§ Exercise description: Return only the number of lines in the entries below that hold the word "width".
____
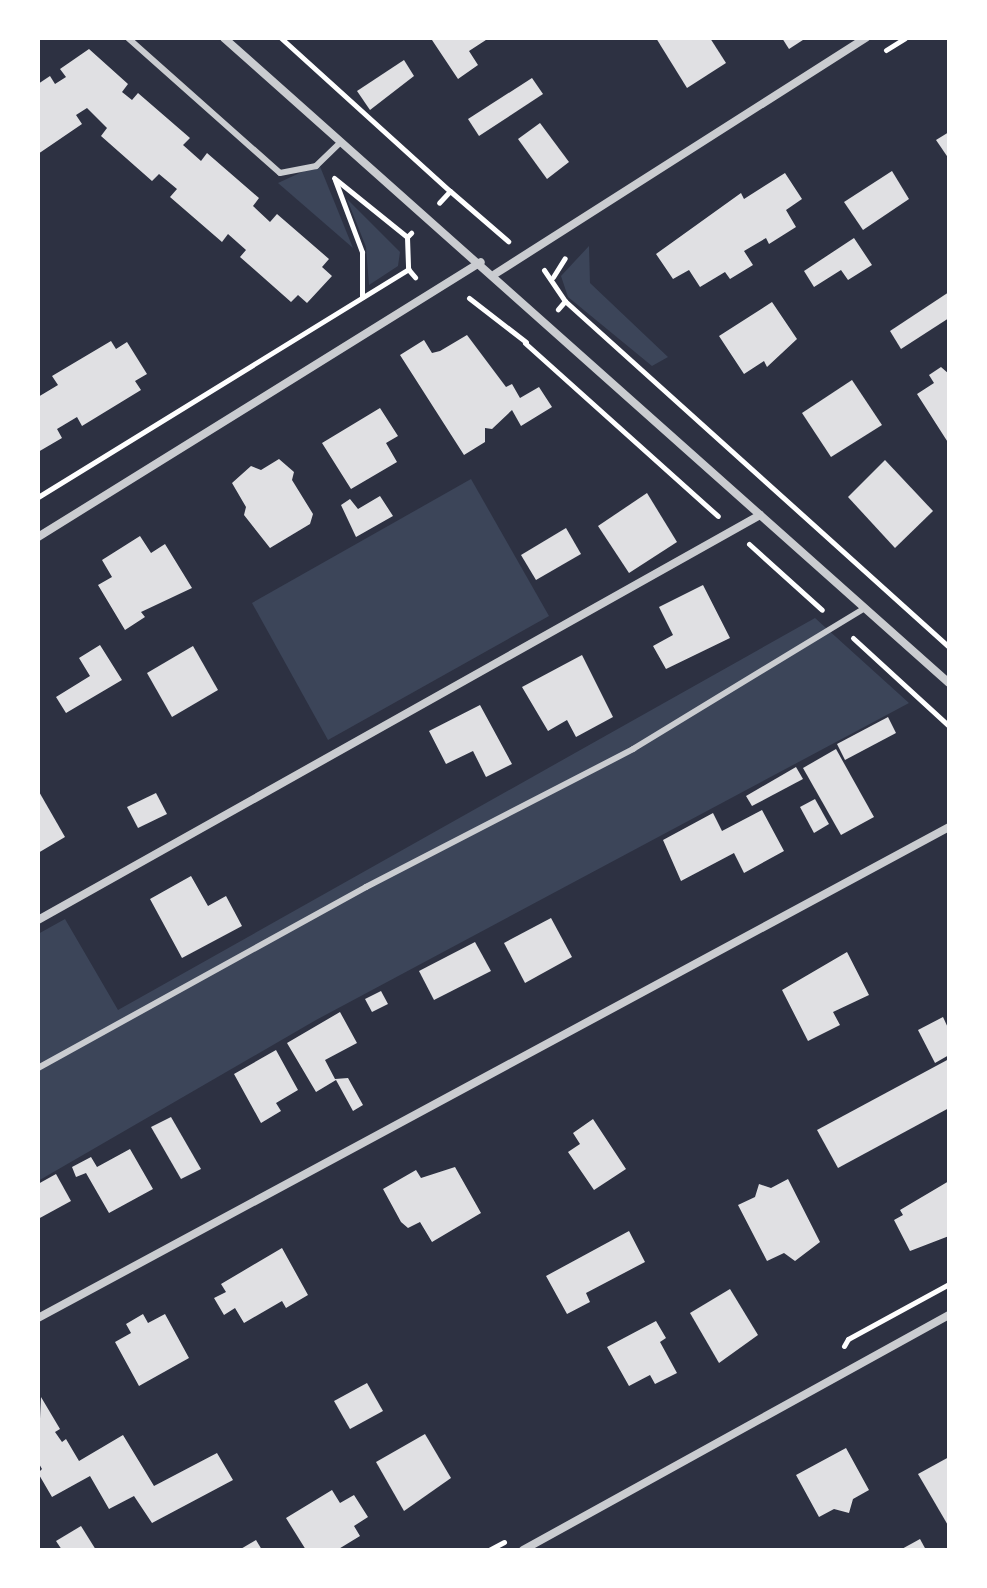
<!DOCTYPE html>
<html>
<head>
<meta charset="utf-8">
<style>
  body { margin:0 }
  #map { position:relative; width:987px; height:1588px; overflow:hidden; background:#2d3142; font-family:"DM Sans",sans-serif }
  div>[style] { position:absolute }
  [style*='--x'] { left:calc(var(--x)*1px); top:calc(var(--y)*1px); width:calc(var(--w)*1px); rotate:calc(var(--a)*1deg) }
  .green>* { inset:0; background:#3c4559 }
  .building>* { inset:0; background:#e0e0e3 }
  .path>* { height:5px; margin:-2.5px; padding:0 2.5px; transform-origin:2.5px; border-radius:2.5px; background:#fff }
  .service>* { height:6px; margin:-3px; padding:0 3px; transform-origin:3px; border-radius:3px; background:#caccd0 }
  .minor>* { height:8px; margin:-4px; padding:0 4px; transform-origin:4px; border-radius:4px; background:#caccd0 }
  span { translate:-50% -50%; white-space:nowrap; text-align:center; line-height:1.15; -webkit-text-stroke:8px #fff; paint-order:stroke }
  .frame { position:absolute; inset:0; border:40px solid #fff; pointer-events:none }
</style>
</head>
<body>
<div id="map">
  <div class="green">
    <i style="clip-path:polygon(319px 164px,353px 248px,278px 183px)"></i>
    <i style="clip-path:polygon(347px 199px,400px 252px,398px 266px,369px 285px,366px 247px)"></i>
    <i style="clip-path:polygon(589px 246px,590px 283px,668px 357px,652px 366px,568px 297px,561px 276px)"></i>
    <i style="clip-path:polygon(471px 479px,549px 616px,328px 740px,252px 603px)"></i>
    <i style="clip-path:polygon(815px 618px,909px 703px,316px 1020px,38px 1181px,38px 934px,65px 919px,118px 1010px)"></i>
  </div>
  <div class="building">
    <i style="clip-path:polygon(436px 38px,489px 38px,469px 51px,478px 65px,458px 79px,432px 40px)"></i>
    <i style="clip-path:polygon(656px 38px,710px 38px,726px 63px,687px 88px)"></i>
    <i style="clip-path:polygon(782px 38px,806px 38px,789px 49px)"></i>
    <i style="clip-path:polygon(89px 49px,128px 84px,122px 92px,132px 100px,138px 93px,190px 138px,183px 145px,201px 161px,207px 153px,259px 198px,253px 206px,270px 222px,277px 214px,329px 259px,322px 267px,332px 276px,307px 303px,298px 295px,291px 302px,240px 257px,246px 250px,228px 234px,222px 242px,170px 197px,177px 189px,159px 174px,152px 181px,101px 136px,107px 128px,87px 108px,76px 115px,82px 124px,38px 154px,38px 84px,50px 76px,55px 84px,66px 77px,60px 69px)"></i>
    <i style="clip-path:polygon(404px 60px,414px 76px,370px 110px,357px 91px)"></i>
    <i style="clip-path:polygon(532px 78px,543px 94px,479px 136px,468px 119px)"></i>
    <i style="clip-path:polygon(540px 123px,569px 162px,547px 179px,518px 139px)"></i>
    <i style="clip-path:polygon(949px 132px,949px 159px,936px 140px)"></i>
    <i style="clip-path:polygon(892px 171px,909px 199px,863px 230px,844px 202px)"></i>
    <i style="clip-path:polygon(785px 173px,802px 199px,786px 210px,796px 227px,769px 244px,766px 238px,744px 251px,753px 265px,730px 279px,725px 272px,700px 287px,689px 270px,673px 279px,656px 254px,741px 193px,744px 199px)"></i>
    <i style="clip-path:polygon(854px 238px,872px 265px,848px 280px,841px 270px,814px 287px,804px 271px)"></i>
    <i style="clip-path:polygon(949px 292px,949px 318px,901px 349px,890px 331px)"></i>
    <i style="clip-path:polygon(772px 302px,797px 339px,767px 367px,764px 361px,744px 374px,719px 336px)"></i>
    <i style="clip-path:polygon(467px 335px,506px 387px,512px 384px,520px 398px,539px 387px,552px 407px,521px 426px,512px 410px,492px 429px,485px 428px,485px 442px,464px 455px,400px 355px,424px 340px,432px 353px,440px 351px)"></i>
    <i style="clip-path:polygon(111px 341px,116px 349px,127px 342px,147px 374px,135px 381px,141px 390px,82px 426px,77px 417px,57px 429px,62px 438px,38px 452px,38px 397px,58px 385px,52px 376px)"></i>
    <i style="clip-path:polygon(941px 367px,949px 374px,949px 444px,917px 394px,934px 383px,929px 375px)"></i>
    <i style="clip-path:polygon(852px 380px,882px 425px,831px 457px,802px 413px)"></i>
    <i style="clip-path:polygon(380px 408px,398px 436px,386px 443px,397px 462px,351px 489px,322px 443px)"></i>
    <i style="clip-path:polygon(279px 459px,294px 472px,292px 480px,313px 514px,310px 524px,270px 548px,244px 515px,246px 507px,232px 483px,251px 466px,261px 470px)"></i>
    <i style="clip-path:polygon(885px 460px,933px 511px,895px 548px,848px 497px)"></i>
    <i style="clip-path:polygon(647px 493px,677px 542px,629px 573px,598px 526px)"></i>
    <i style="clip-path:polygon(380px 496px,393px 516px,356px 537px,341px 505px,350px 499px,358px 509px)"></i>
    <i style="clip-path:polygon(566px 528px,581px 554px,536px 580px,521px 555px)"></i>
    <i style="clip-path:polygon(140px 536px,151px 553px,165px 544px,192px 588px,141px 612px,145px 617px,125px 630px,98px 585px,112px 577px,102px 560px)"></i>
    <i style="clip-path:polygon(703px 585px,730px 638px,666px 669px,653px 646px,673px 635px,659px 607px)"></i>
    <i style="clip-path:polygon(100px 645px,122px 680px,66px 713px,56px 697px,90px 676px,79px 658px)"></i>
    <i style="clip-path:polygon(193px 646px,218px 690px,172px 717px,147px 673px)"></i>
    <i style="clip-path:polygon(582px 655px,613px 717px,576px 737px,567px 720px,548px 731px,522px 687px)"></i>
    <i style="clip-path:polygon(480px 705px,512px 764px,486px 777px,473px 751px,446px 764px,429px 731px)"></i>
    <i style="clip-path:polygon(888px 717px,896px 733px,845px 760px,837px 744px)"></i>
    <i style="clip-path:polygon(836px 749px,874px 817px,841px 835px,803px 768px)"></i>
    <i style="clip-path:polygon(796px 767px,803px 779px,752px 806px,746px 796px)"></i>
    <i style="clip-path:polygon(38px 790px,65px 837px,38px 853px)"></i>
    <i style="clip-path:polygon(156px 793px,167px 814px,138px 828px,127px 807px)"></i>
    <i style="clip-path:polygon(815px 799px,829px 824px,814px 833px,800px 807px)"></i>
    <i style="clip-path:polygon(762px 810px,784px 851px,744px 873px,734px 853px,681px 881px,663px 840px,713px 813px,722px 831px)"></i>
    <i style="clip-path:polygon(191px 876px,208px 906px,226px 896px,242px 926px,182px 958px,150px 899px)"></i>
    <i style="clip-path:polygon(551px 918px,572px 957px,525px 983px,504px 943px)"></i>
    <i style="clip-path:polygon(475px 942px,491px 971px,434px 1000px,419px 971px)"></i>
    <i style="clip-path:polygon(847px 952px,869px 995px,833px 1012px,840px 1025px,808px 1041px,782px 990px)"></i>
    <i style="clip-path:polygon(381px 991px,388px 1004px,372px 1012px,365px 999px)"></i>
    <i style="clip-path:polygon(340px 1012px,357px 1043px,325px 1060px,335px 1079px,348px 1078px,363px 1105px,353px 1111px,336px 1080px,316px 1092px,287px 1043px)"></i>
    <i style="clip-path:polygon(943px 1017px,949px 1030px,949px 1055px,935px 1063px,918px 1030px)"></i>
    <i style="clip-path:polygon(276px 1050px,298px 1090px,276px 1103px,281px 1111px,261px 1123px,234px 1074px)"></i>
    <i style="clip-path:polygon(949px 1059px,949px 1108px,838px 1168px,817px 1130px)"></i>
    <i style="clip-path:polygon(171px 1117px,201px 1169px,181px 1179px,151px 1127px)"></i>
    <i style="clip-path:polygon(593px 1119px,626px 1169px,594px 1190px,568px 1152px,580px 1144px,573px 1133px)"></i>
    <i style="clip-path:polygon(130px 1149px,153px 1189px,109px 1213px,86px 1173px,76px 1177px,72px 1167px,91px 1157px,97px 1167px)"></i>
    <i style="clip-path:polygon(455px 1167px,481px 1213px,432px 1242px,420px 1222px,408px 1228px,401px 1222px,383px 1189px,416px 1170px,421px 1178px)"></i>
    <i style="clip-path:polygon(56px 1174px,71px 1201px,38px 1219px,38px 1184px)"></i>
    <i style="clip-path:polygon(788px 1179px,820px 1242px,795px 1261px,784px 1253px,767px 1261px,738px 1205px,755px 1197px,759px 1184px,771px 1188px)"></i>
    <i style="clip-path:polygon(949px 1181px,949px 1236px,910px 1251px,894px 1220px,903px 1215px,900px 1210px)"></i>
    <i style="clip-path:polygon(629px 1231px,645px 1262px,586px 1293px,590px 1302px,567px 1314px,546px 1276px)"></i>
    <i style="clip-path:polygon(282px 1248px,308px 1295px,286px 1308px,282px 1301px,244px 1323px,235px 1308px,224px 1315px,214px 1298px,226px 1292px,221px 1284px)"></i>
    <i style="clip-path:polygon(730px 1289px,758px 1335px,719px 1363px,690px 1313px)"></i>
    <i style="clip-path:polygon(143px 1314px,148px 1323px,165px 1314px,189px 1358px,139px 1386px,115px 1342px,131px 1333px,126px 1324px)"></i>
    <i style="clip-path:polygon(656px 1321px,666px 1338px,660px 1342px,677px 1373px,655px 1384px,650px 1375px,629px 1386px,607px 1347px)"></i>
    <i style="clip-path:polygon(367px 1383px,383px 1411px,350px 1429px,334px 1401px)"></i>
    <i style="clip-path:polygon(41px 1397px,60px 1429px,55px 1432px,62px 1442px,66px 1439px,79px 1461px,123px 1435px,154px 1486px,217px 1453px,233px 1480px,152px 1523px,134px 1496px,109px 1509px,90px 1476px,52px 1497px,38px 1473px,42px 1469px,38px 1462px)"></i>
    <i style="clip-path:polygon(425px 1434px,451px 1478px,404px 1511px,376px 1462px)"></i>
    <i style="clip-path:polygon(846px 1448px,869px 1490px,853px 1499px,849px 1513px,834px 1509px,819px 1517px,796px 1475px)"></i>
    <i style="clip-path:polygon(949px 1457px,949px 1527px,918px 1474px)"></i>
    <i style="clip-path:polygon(332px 1490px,340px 1503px,354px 1495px,368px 1517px,354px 1526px,360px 1536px,337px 1550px,306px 1550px,286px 1518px)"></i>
    <i style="clip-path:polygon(81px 1526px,96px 1550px,62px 1550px,56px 1541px)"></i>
    <i style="clip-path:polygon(920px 1539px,926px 1550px,900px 1550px)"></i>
    <i style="clip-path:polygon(256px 1540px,262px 1550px,239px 1550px)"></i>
  </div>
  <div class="path">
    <i style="--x:281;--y:38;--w:228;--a:42.2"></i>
    <i style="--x:450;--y:191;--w:16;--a:133"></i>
    <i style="--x:886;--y:50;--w:22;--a:-32"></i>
    <i style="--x:334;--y:178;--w:94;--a:38.9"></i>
    <i style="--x:407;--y:237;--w:6;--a:-45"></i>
    <i style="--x:335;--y:180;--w:77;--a:69.4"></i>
    <i style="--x:362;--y:252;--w:45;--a:90"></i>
    <i style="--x:450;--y:191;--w:77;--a:40.8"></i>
    <i style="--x:407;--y:237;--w:32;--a:88"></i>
    <i style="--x:408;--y:269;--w:11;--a:49"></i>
    <i style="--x:544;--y:270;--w:37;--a:56"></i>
    <i style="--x:565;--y:301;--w:11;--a:131"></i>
    <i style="--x:553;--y:277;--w:22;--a:-58"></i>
    <i style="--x:469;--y:298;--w:72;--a:37.7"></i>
    <i style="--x:565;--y:301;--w:517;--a:42.02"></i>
    <i style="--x:525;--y:343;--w:259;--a:41.9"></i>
    <i style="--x:38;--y:497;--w:435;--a:-31.6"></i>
    <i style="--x:749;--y:544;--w:98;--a:42.1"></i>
    <i style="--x:853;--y:638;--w:130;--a:42.5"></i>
    <i style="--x:844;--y:1346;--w:8;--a:-60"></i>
    <i style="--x:848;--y:1339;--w:115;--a:-28.6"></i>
    <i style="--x:489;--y:1550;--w:17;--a:-28"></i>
  </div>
  <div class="service">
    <i style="--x:128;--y:38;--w:203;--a:41.6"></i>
    <i style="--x:280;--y:173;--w:37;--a:-11"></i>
    <i style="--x:316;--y:166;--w:35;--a:-44"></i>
    <i style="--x:38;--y:1068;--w:375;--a:-28.9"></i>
    <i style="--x:366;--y:887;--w:301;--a:-27.3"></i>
    <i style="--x:633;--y:749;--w:271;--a:-31.3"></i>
  </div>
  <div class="minor">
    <i style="--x:224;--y:38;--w:970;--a:41.66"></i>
    <i style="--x:495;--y:274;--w:440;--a:-32.5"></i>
    <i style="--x:38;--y:537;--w:521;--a:-31.83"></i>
    <i style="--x:38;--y:920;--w:828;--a:-29.29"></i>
    <i style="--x:38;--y:1318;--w:1035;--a:-28.32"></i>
    <i style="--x:523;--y:1550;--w:487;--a:-28.9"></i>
  </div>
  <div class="frame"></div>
</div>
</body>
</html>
____
§ Response for this exercise: 2